### Source material
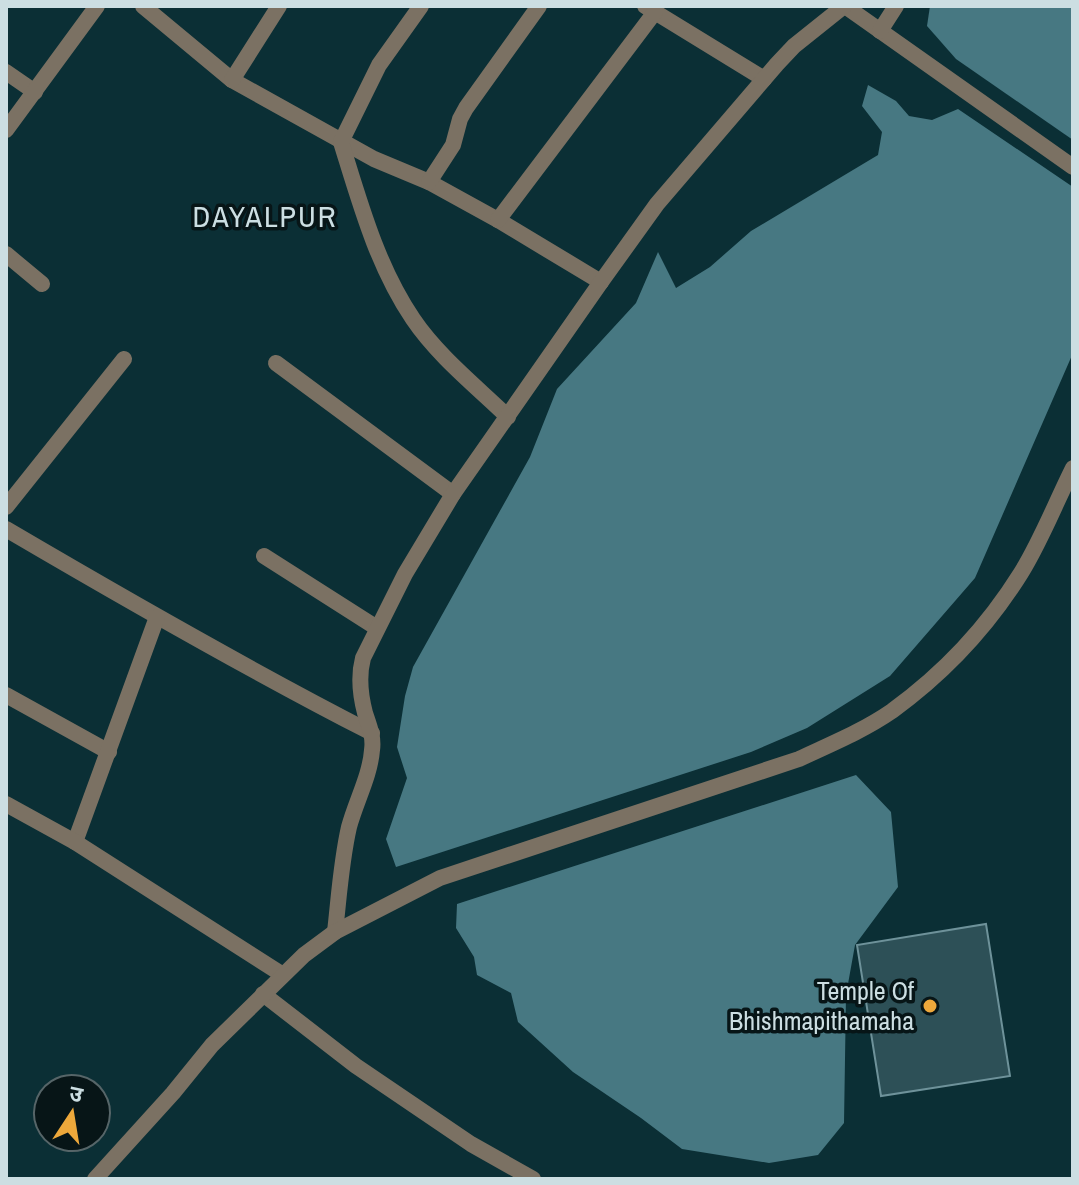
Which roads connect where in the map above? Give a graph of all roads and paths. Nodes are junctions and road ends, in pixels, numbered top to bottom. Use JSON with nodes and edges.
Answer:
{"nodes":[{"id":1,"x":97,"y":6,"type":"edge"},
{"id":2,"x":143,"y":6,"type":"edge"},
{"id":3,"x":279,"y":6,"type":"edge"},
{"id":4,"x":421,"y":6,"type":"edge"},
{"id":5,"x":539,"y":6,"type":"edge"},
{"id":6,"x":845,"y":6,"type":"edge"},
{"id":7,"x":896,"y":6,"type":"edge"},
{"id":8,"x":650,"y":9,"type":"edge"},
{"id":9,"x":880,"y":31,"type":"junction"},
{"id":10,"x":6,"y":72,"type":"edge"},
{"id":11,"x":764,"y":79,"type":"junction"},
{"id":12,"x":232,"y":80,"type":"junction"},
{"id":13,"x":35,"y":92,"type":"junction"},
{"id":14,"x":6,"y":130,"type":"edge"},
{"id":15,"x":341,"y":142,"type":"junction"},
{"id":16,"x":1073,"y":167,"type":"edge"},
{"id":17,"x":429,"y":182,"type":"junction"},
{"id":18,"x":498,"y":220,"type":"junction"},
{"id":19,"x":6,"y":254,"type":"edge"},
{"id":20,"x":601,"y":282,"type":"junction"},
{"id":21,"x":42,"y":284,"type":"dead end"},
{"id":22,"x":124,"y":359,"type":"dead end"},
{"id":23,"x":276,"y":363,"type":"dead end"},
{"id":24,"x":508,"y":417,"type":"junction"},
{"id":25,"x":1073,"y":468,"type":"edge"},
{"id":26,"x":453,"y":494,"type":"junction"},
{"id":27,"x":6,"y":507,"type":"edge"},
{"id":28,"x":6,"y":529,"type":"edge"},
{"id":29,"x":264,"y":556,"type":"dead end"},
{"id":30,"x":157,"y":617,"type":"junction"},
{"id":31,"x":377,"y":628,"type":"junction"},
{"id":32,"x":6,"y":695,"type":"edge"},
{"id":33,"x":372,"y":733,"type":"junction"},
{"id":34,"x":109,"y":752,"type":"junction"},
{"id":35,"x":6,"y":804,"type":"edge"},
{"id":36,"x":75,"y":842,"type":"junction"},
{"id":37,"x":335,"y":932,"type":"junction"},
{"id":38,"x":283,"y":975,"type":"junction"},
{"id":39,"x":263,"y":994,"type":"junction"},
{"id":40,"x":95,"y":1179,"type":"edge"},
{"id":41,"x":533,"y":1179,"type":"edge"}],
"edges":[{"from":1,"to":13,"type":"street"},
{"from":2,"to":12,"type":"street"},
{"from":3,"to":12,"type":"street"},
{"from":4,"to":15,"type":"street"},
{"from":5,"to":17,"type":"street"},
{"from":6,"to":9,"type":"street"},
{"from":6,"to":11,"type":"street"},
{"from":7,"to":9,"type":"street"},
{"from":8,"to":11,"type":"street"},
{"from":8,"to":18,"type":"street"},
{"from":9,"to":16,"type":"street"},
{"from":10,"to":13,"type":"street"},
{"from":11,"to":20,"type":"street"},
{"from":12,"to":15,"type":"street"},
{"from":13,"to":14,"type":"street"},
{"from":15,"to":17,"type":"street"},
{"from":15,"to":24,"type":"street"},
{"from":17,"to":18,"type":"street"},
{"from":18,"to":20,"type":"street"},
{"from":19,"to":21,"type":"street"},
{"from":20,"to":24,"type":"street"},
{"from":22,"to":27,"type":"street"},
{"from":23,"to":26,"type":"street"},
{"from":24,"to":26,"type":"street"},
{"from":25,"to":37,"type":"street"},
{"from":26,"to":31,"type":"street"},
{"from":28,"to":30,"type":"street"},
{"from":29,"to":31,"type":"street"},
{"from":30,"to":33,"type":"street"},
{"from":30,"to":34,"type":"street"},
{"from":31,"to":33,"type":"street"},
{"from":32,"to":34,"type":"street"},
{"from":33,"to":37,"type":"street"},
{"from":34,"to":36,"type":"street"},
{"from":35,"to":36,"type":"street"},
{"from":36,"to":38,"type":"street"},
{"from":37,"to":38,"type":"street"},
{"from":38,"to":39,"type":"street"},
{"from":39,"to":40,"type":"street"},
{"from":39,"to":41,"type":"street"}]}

### Problem
Every line of the listing that holds "nodes" counts once. Say how many such lines there are, using only a number.

### Exercise result
2